It is natural to wish to quantify the accuracy of our estimate of \(\alpha\). To estimate the standard deviation of \(\hat{\alpha}\), we repeat the process of simulating 100 paired observations of \(X\) and \(Y\), and estimating \(\alpha\) 10,000 times. We thereby obtained 10,000 estimates of \(\alpha\), which we can call \(\hat{\alpha}_1, \hat{\alpha}_2, \ldots, \hat{\alpha}_{10,000}.\)
set.seed(213)
R <- 10000
n <- 100
alpha <- numeric(R)
for(i in 1:R){
X <- rmvnorm(n = n, mean= c(0, 0), sigma = SIGMA, method = "chol")
colnames(X) <- c("X", "Y")
alpha[i] <- (var(X)[2,2] - var(X)[1,2])/(var(X)[1,1] + var(X)[2, 2] - 2*var(X)[1, 2])
}
alphabar <- mean(alpha)
alphasd <- sd(alpha)
c(alphabar, alphasd)
[1] 0.59988960 0.08135617
alphabar <- round(alphabar, 4)
alphasd <- round(alphasd, 4)
ggplot(data = data.frame(alpha = alpha), aes(x = alpha)) +
geom_density(fill = "pink") +
theme_bw() +
labs(x = expression(hat(alpha)))
The mean of all \(10^{4}\) estimates of \(\alpha\) is 0.5999, very close to \(\alpha = 0.6\), and the standard deviation of the estimates is 0.0814. This gives us a very good idea of the accuracy of \(\hat{\alpha}\): \(\text{SE}(\hat{\alpha}) \approx 0.0814\). So roughly speaking, for a random sample from the population, we would expect \(\hat{\alpha}\) to differ from \(\alpha\) by approximately 0.08, on average.
In practice, however, the procedure for estimating \(\text{SE}(\hat{\alpha})\) outlined above cannot be applied, because for real data we cannot generate new samples from the original population. However, the bootstrap approach allows us to use a computer to emulate the process of obtaining new sample sets, so that so that we can estimate the variability of \(\hat{\alpha}\) without generating additional samples.
Rather than repeatedly obtaining independent data sets from the population, we instead obtain distinct data sets by repeatedly sampling observations from the original data set.

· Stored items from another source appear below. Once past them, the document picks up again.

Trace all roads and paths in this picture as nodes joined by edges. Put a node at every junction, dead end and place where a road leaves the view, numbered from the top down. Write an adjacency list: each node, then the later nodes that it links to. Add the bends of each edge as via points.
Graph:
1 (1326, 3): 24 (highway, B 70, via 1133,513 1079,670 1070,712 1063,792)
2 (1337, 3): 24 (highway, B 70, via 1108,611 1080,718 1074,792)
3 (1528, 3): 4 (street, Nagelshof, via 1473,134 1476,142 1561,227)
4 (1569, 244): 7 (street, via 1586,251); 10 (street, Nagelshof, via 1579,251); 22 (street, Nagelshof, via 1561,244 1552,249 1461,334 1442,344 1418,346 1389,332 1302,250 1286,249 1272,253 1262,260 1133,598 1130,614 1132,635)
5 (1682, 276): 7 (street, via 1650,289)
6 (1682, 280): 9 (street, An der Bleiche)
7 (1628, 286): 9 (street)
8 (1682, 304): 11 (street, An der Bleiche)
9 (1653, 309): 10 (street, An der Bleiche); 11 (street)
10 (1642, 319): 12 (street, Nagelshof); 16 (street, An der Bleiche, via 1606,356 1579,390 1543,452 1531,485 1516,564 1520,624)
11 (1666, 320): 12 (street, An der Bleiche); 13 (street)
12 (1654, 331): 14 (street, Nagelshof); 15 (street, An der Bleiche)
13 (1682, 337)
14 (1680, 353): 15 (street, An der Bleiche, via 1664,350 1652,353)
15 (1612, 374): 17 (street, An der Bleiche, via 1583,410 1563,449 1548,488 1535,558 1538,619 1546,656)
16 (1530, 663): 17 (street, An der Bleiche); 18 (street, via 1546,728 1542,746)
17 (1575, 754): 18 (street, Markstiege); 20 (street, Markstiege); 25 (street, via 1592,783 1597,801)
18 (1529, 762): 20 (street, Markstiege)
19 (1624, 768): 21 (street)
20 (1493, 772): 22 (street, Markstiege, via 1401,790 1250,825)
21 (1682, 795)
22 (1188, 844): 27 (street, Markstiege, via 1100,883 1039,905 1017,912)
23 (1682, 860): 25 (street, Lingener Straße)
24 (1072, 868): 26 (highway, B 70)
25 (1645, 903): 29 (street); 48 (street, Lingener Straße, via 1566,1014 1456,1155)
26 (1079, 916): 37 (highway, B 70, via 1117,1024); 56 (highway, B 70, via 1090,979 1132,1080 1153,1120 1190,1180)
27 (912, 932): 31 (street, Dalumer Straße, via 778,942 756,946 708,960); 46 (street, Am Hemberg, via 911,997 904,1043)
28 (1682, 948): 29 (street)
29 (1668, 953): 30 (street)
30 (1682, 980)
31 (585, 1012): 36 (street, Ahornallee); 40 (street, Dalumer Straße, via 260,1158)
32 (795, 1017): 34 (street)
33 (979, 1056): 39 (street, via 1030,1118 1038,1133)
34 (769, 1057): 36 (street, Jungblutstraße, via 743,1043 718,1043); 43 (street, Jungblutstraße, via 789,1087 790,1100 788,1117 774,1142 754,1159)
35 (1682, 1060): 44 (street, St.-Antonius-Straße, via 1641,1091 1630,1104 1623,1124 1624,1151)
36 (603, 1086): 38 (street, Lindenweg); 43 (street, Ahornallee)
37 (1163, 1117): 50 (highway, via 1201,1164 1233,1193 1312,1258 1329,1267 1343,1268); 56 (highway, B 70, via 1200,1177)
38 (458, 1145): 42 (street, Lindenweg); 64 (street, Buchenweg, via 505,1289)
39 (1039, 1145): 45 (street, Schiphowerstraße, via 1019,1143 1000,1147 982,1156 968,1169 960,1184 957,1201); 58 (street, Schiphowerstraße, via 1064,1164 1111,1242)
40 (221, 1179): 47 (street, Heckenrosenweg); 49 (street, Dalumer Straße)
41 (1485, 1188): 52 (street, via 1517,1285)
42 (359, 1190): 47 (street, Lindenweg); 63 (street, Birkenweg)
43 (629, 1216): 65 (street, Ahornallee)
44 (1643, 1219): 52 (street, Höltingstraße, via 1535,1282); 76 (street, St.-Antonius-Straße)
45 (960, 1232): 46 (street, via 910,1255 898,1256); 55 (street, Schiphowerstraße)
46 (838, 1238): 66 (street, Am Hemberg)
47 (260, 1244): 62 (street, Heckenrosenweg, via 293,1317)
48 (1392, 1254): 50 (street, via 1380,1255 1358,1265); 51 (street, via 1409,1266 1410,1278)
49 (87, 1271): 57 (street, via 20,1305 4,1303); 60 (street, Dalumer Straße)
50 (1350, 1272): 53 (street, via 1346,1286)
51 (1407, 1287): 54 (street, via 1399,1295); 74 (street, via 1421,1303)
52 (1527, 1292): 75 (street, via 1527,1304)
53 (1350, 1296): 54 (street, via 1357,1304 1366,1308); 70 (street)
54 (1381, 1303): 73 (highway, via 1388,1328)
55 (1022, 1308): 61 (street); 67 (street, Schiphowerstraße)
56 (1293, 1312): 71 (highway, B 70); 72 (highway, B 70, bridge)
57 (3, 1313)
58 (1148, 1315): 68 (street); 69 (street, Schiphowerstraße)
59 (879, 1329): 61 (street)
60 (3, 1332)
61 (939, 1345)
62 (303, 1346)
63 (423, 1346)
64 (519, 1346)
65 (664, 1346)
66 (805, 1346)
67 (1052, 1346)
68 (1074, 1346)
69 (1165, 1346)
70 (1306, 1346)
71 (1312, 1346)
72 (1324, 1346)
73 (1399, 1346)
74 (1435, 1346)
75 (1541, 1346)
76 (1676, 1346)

This approach is illustrated in Figure 1.2 on a simple data set, which we call \(Z\), that contains only \(n = 3\) observations.
We randomly select \(n\) observations from the data set in order to produce a bootstrap data set, \(Z^{∗1}\). The sampling is performed with replacement, which means that the replacement same observation can occur more than once in the bootstrap data set. In this example, \(Z^{∗1}\) contains the third observation twice, the first observation once, and no instances of the second observation. Note that if an observation is contained in \(Z^{∗1}\), then both its \(X\) and \(Y\) values are included. We can use \(Z^{∗1}\) to produce a new bootstrap estimate for \(\alpha\), which we call \(\hat{\alpha}^{*1}\). This procedure is repeated \(B\) times for some large value of \(B\), in order to produce \(B\) different bootstrap data sets, \(Z^{∗1}, Z^{∗2}, \ldots, Z^{∗B}\), and \(B\) corresponding \(\alpha\) estimates, \(\hat{\alpha}^{*1},\hat{\alpha}^{*2}, \ldots, \hat{\alpha}^{*B}\). We can compute the standard error of these bootstrap estimates using the formula
\[\text{SE}_B(\hat{\alpha}) = \sqrt{\frac{1}{B-1}\sum_{r = 1}^{B}\left(\hat{\alpha}^{*r} -\frac{1}{B}\sum_{r' = 1}^{B}\hat{\alpha}^{*r'} \right)^2}.\]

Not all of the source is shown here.